Wednesday, August 8, 2012

Vintage Architecture in Los Angeles

Hello Lovelies,

So to quell my boredom  last night,  I took to Looking at old books on Architecture. Then I went online, only to discover how many beautiful theaters and buildings the Los Angeles  area has. Many of which were right in my own backyard and I didn't even know it.  
Below is one of those such places:

Million Dollar Theatre by Floyd B. Bariscale 

Another wonderful hidden gem is the Los Angeles Theater. 
According to their website: 
 “The Historic Los Angeles Theater, the last and most extravagant of the ornate movie palaces built on Broadway in downtown Los Angeles between 1911 and 1931. Designed by S. Charles Lee with a French Baroque-inspired décor and a majestic six-story main lobby.

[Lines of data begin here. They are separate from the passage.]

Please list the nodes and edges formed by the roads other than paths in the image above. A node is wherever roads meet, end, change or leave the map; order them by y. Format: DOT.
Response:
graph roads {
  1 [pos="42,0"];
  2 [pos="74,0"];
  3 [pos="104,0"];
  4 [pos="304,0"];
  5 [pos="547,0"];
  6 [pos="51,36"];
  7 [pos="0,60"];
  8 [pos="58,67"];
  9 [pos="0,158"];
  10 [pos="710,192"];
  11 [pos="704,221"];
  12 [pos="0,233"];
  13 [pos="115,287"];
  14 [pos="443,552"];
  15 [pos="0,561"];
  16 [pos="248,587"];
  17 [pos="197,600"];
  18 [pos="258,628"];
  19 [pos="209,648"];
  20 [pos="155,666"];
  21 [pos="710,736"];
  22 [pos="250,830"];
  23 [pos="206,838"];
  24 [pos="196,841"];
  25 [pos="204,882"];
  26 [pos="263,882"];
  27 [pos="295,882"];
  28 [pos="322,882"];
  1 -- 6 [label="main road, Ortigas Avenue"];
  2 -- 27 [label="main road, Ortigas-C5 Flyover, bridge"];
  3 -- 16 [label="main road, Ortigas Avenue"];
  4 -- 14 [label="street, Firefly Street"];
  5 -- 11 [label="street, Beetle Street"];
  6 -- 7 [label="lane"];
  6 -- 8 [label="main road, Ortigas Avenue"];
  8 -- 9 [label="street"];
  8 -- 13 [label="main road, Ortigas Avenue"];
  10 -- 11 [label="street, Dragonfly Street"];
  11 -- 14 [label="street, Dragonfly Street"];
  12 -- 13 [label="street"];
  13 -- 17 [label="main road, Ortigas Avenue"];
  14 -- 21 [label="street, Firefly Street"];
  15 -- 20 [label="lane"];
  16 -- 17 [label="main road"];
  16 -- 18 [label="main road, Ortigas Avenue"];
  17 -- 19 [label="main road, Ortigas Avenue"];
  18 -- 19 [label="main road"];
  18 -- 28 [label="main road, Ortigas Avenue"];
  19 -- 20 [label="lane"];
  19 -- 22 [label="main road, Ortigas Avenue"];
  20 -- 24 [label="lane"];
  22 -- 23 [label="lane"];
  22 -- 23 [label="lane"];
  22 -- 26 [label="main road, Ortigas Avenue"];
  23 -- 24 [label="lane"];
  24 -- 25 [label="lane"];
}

It also has a 2,000 seat auditorium made of carved plaster ornamentation, mirrors, and cove-lit murals recall the glamorous days of 1930s Hollywood.”

The Exterior and Marquee
The Interior of its Main Lobby

One of the most amazing aspects of the theater from a girl's perspective is the extravagant power room and lounge.  Apparently the designer referenced the hall of mirrors in the Palace of Versailles.  

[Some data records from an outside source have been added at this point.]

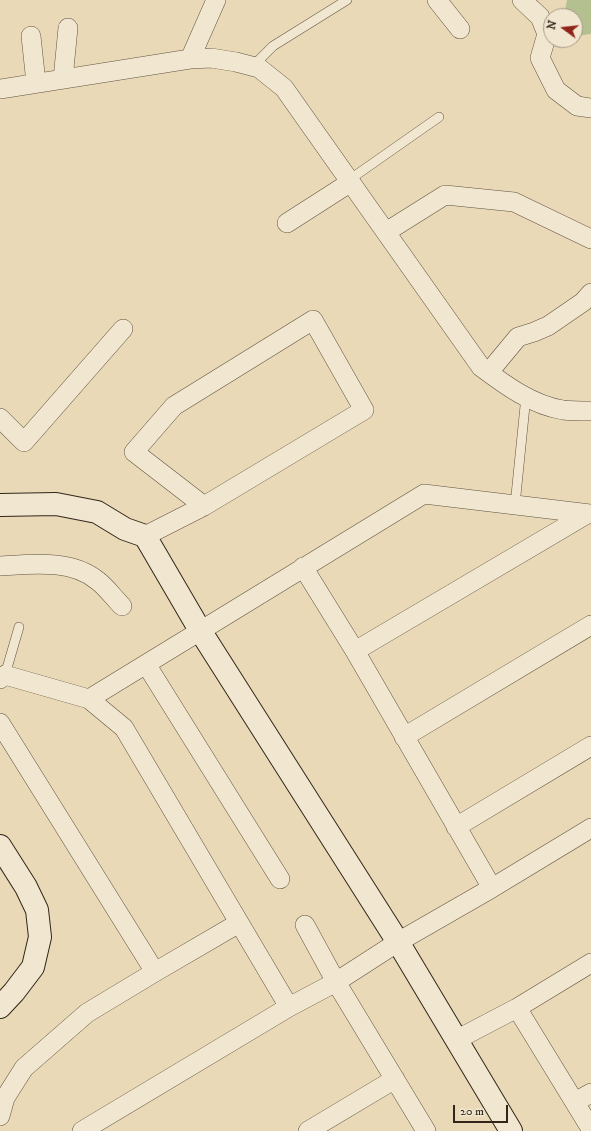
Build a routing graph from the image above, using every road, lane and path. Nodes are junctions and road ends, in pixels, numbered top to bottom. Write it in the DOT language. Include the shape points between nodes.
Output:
graph roads {
  1 [pos="216,0"];
  2 [pos="347,0"];
  3 [pos="437,0"];
  4 [pos="522,0"];
  5 [pos="68,28"];
  6 [pos="460,29"];
  7 [pos="31,36"];
  8 [pos="190,59"];
  9 [pos="252,66"];
  10 [pos="63,79"];
  11 [pos="36,83"];
  12 [pos="0,89"];
  13 [pos="591,108"];
  14 [pos="439,118"];
  15 [pos="350,181"];
  16 [pos="287,223"];
  17 [pos="386,232"];
  18 [pos="591,239"];
  19 [pos="591,293"];
  20 [pos="123,329"];
  21 [pos="489,372"];
  22 [pos="526,396"];
  23 [pos="591,411"];
  24 [pos="0,418"];
  25 [pos="0,505"];
  26 [pos="515,505"];
  27 [pos="204,506"];
  28 [pos="589,514"];
  29 [pos="145,536"];
  30 [pos="0,566"];
  31 [pos="303,567"];
  32 [pos="122,606"];
  33 [pos="591,625"];
  34 [pos="19,627"];
  35 [pos="201,632"];
  36 [pos="355,651"];
  37 [pos="146,664"];
  38 [pos="3,677"];
  39 [pos="89,699"];
  40 [pos="0,723"];
  41 [pos="404,737"];
  42 [pos="591,746"];
  43 [pos="456,827"];
  44 [pos="591,828"];
  45 [pos="0,846"];
  46 [pos="280,879"];
  47 [pos="492,888"];
  48 [pos="239,923"];
  49 [pos="306,925"];
  50 [pos="398,942"];
  51 [pos="591,963"];
  52 [pos="155,972"];
  53 [pos="336,982"];
  54 [pos="0,1007"];
  55 [pos="289,1007"];
  56 [pos="517,1008"];
  57 [pos="456,1040"];
  58 [pos="395,1079"];
  59 [pos="583,1097"];
  60 [pos="0,1116"];
  61 [pos="591,1129"];
  62 [pos="82,1131"];
  63 [pos="308,1131"];
  64 [pos="426,1131"];
  65 [pos="511,1131"];
  1 -- 8 [label="street"];
  2 -- 9 [label="lane" via="273,46"];
  3 -- 6 [label="street"];
  4 -- 13 [label="street" via="540,17 547,34 540,58 556,90 577,106"];
  5 -- 10 [label="street"];
  7 -- 11 [label="street"];
  8 -- 9 [label="street" via="211,58"];
  8 -- 10 [label="street"];
  9 -- 15 [label="street" via="259,68 284,88"];
  10 -- 11 [label="street"];
  11 -- 12 [label="street"];
  14 -- 15 [label="lane"];
  15 -- 16 [label="street"];
  15 -- 17 [label="street"];
  17 -- 18 [label="street" via="445,195 514,202"];
  17 -- 21 [label="street" via="481,367"];
  19 -- 21 [label="street" via="583,302 548,326 518,336"];
  20 -- 24 [label="street" via="24,442"];
  21 -- 22 [label="street"];
  22 -- 23 [label="street" via="563,410"];
  22 -- 26 [label="lane"];
  25 -- 29 [label="street" via="56,504 97,512 125,529"];
  26 -- 28 [label="street"];
  26 -- 31 [label="street" via="424,494"];
  27 -- 27 [label="street" via="364,410 313,320 174,406 134,452"];
  27 -- 29 [label="street"];
  28 -- 36 [label="street"];
  29 -- 35 [label="street"];
  30 -- 32 [label="street" via="52,565 76,569 98,581"];
  31 -- 35 [label="street"];
  31 -- 36 [label="street"];
  33 -- 41 [label="street"];
  34 -- 38 [label="lane"];
  35 -- 37 [label="street"];
  35 -- 50 [label="street"];
  36 -- 41 [label="street"];
  37 -- 39 [label="street"];
  37 -- 46 [label="street"];
  38 -- 39 [label="street"];
  39 -- 48 [label="street" via="124,728"];
  40 -- 52 [label="street"];
  41 -- 43 [label="street"];
  42 -- 43 [label="street"];
  43 -- 47 [label="street"];
  44 -- 47 [label="street"];
  45 -- 54 [label="street" via="26,886 37,910 40,937 34,967"];
  47 -- 50 [label="street"];
  48 -- 52 [label="street"];
  48 -- 55 [label="street"];
  49 -- 53 [label="street"];
  50 -- 53 [label="street"];
  50 -- 57 [label="street"];
  51 -- 56 [label="street"];
  52 -- 60 [label="street" via="87,1013 24,1068 5,1098"];
  53 -- 55 [label="street"];
  53 -- 58 [label="street"];
  55 -- 62 [label="street"];
  56 -- 57 [label="street"];
  56 -- 59 [label="street"];
  57 -- 65 [label="street"];
  58 -- 63 [label="street"];
  58 -- 64 [label="street"];
  59 -- 61 [label="street"];
}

Take a look for your self:

There's something so magical about the grand elegance that was the golden era. Nearly every building, park, store, theater, and home was built with such eye for the detail.  A good example of this is the details within the ceiling of the Palace Theater:

L.A.'s Third Orpheum Theatre by Floyd B. Bariscale

Historic places have such a rich history, many have stood the passage of time, standing in their shells as time has moved on. Buildings, homes, parks and even theaters are no long built as symbols of elegance but as places of commonality. Nothing in the world today is commissioned to be built in same elegance of the golden era. 

This is such a sad realty, even most of clothes, shoes, cosmetics, and furniture come from half way around the world. Are stores are full of easy-made-disposable everything yet what we as consumers fail to understand is that during the 1900-1960s everything was made to last, it had integrity, and most importantly it was beautiful. 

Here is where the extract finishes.